Le photographe italien Giacomo Mancini nous transporte dans les collines mystiques de ses campagnes natales. Obscures et expérimentales, ses études plastiques révèlent la richesse cachée du paysage : une réflexion intime et spirituelle.
« Je suis profondément amoureux de la nature et de la terre sur laquelle je vis, je suis vraiment attaché à mes racines »
, avance Giacomo Mancini, photographe originaire de la région des Marches, à l’est de l’Italie. Sa campagne natale, parsemée de villages perchés et de vallées glaciaires, devient un théâtre à ciel ouvert pour ses mises en scène fantastiques. Avec un grand souci esthétique, l’artiste voit dans les paysages de son enfance un exutoire quasi métaphysique, où les corps de ses modèles – et de lui-même – se fondent dans la nature. « Mes prises de vue sont le résultat de la symbiose de l’homme et du paysage.

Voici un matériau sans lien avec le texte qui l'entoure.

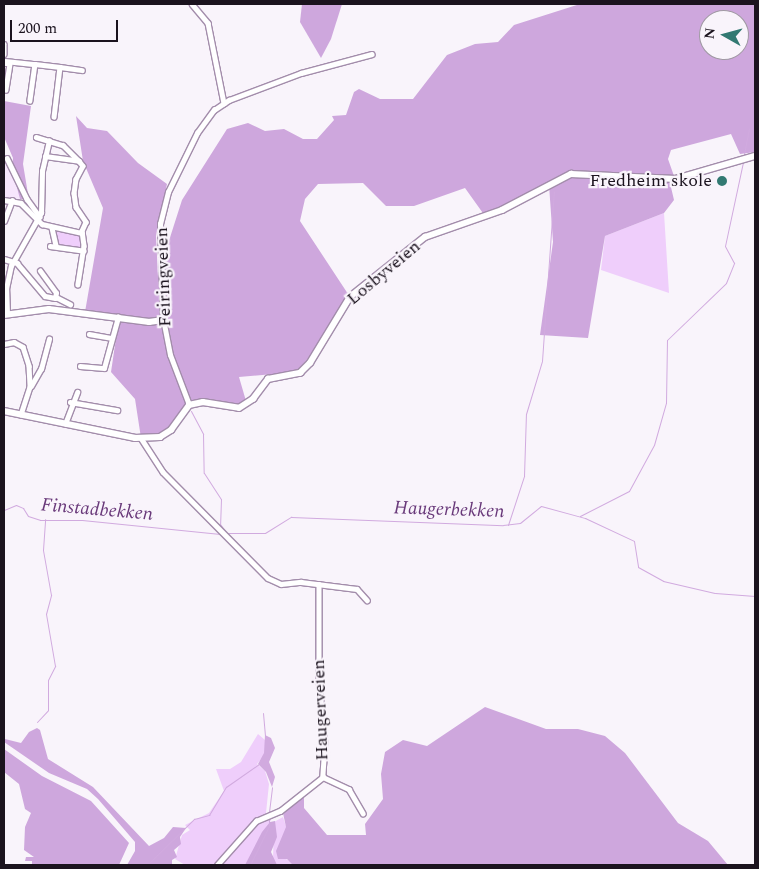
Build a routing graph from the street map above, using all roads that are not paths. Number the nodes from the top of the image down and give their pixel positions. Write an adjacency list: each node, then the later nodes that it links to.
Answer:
1 (192, 4): 10 (street)
2 (4, 44): 4 (street)
3 (372, 54): 10 (street, Feiringveien)
4 (5, 60): 5 (street); 8 (street)
5 (35, 64): 6 (street); 9 (street)
6 (60, 67): 7 (street); 11 (street)
7 (82, 70)
8 (6, 90)
9 (30, 101)
10 (224, 103): 35 (street, Feiringveien)
11 (54, 117)
12 (36, 138): 13 (street)
13 (49, 141): 14 (street); 17 (street)
14 (45, 156): 17 (street); 20 (street)
15 (755, 156): 44 (main road, Losbyveien)
16 (7, 158): 20 (street)
17 (79, 160): 23 (street)
18 (4, 200): 19 (street)
19 (12, 200): 20 (street); 21 (street)
20 (39, 219): 22 (street); 28 (street)
21 (4, 221)
22 (52, 228): 23 (street); 25 (street)
23 (82, 233): 26 (street)
24 (50, 246): 25 (street)
25 (56, 246): 26 (street)
26 (84, 251): 30 (street)
27 (4, 259): 28 (street)
28 (13, 260): 31 (street); 33 (street)
29 (40, 271): 31 (street)
30 (78, 285)
31 (56, 297): 32 (street)
32 (70, 304)
33 (6, 315): 34 (main road)
34 (118, 317): 35 (main road); 37 (street)
35 (163, 320): 44 (street, Feiringveien)
36 (89, 334): 37 (street)
37 (111, 338): 40 (street)
38 (49, 339): 41 (street)
39 (4, 344): 41 (street)
40 (80, 366)
41 (30, 387): 47 (street)
42 (77, 392): 43 (street)
43 (70, 402): 45 (street); 48 (street)
44 (189, 405): 49 (main road)
45 (117, 410)
46 (4, 411): 47 (main road)
47 (22, 415): 48 (main road)
48 (65, 424): 49 (main road)
49 (141, 438): 50 (street)
50 (319, 584): 51 (street); 52 (street, Haugerveien)
51 (367, 600)
52 (323, 777): 53 (street, Haugerveien); 54 (street)
53 (363, 813)
54 (217, 865)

Ce faisant, il devient capable de le vivre, de le comprendre, de le manipuler et enfin de le représenter. Les sujets font partie du paysage », poursuit-il. Acte intimement performatif, l’instant photographique révèle les liens cachés entre les sujets et la nature qui les entoure.
Chevaux, moutons, vaches… Un esprit animal émane des images de Giacomo Mancini. Par-delà les collines spectaculaires forgées par les éléments, il surgit et donne vie au territoire. « L’observation de ces animaux nous donne un aperçu du sens de la vie », explique-t-il. Cette âme se manifeste dans une intuition poétique, que l’artiste saisit au vol et cultive pour réaliser ses images. « Au départ, il y a une ambiance, un poème, un rêve – petit et vague –, et je sens que je dois le saisir. Je me laisse emporter par les sons et les paysages. Je sais qu’il y a quelque chose de plus grand que moi et je le laisse me transcender. Quand je prends des photos, je ne pense à rien, mon cerveau est à moitié endormi, il rêve », raconte-t-il. En résultent des récits oniriques sur fond de mythologies. Dans le clair-obscur des collines, on reconnaîtrait presque le Mont Olympe où siègent divinités, et autres allégories majestueuses.
Illustrer l’ineffable
« La conscience de la fragilité de la vie m’a poussé à chercher dans la photographie, un moyen de me détacher de cette banalité anonyme. C’est trouver une force dans une certaine extension de mon existence »
, avance le photographe. Exercice méditatif et spirituel, le 8e art se métamorphose en une porte vers un univers plus vaste, en osmose avec la nature. Une intention que l’auteur traduit dans le traitement plastique de ses clichés. Dans un élan expérimental et formel, il choisit de noircir les cieux : une façon de troubler le regardeur, et décupler les interprétations. « Je veux qu’il y ait une tension entre la lumière et les espaces sombres. Le ciel noir devient comme le rideau d’un théâtre – la frontière qui nous pousse vers l’inconnu. Quand j’assombris les cieux pour obtenir un noir profond, je cherche à représenter le cosmos et découvrir l’infini ».
Tarkovsky, Caravage, Cesare Pavese, Kafka… Ses influences vont du cinéma à la peinture, de la poésie à la littérature, mais c’est surtout dans les histoires et les traditions de sa terre natale que Giacomo Mancini puise son inspiration. De là, il emprunte figures et symboles qu’il explore pour illustrer l’ineffable. « J’essaie de donner de la lumière à mes visions. Un point précis, mais insaisissable fait de silences, d’espaces vides et de sensations que je ne peux pas décrire avec des mots. Quelque chose de l’ordre de la mémoire et de l’âme – et je crois fermement à l’immortalité des deux », raconte l’artiste. Dans l’immensité des campagnes, les notions de temps, de vide, et d’espace se confrontent au sublime – une beauté immense, mais vertigineuse. « Dans le paysage, la seule constante est le changement. Notre ego se confronte à l’existence, nous le reconnaissons et l’interprétons. Avec le ciel noir, le paysage va au-delà du regard : en fermant les yeux, il dépasse l’espace réel, et se prolonge dans l’espace mental. Le paysage est une extension de nos pensées et de nos rêves ». D’une réflexion proche du bouddhisme, prenant racine dans les terres qu’il chérit, l’artiste extrait une photographie instinctive et naturelle. Ses expérimentations formelles aboutissent en une série d’images intimes, mais universelles – un paradoxe qui reflète sa quête de l’indicible.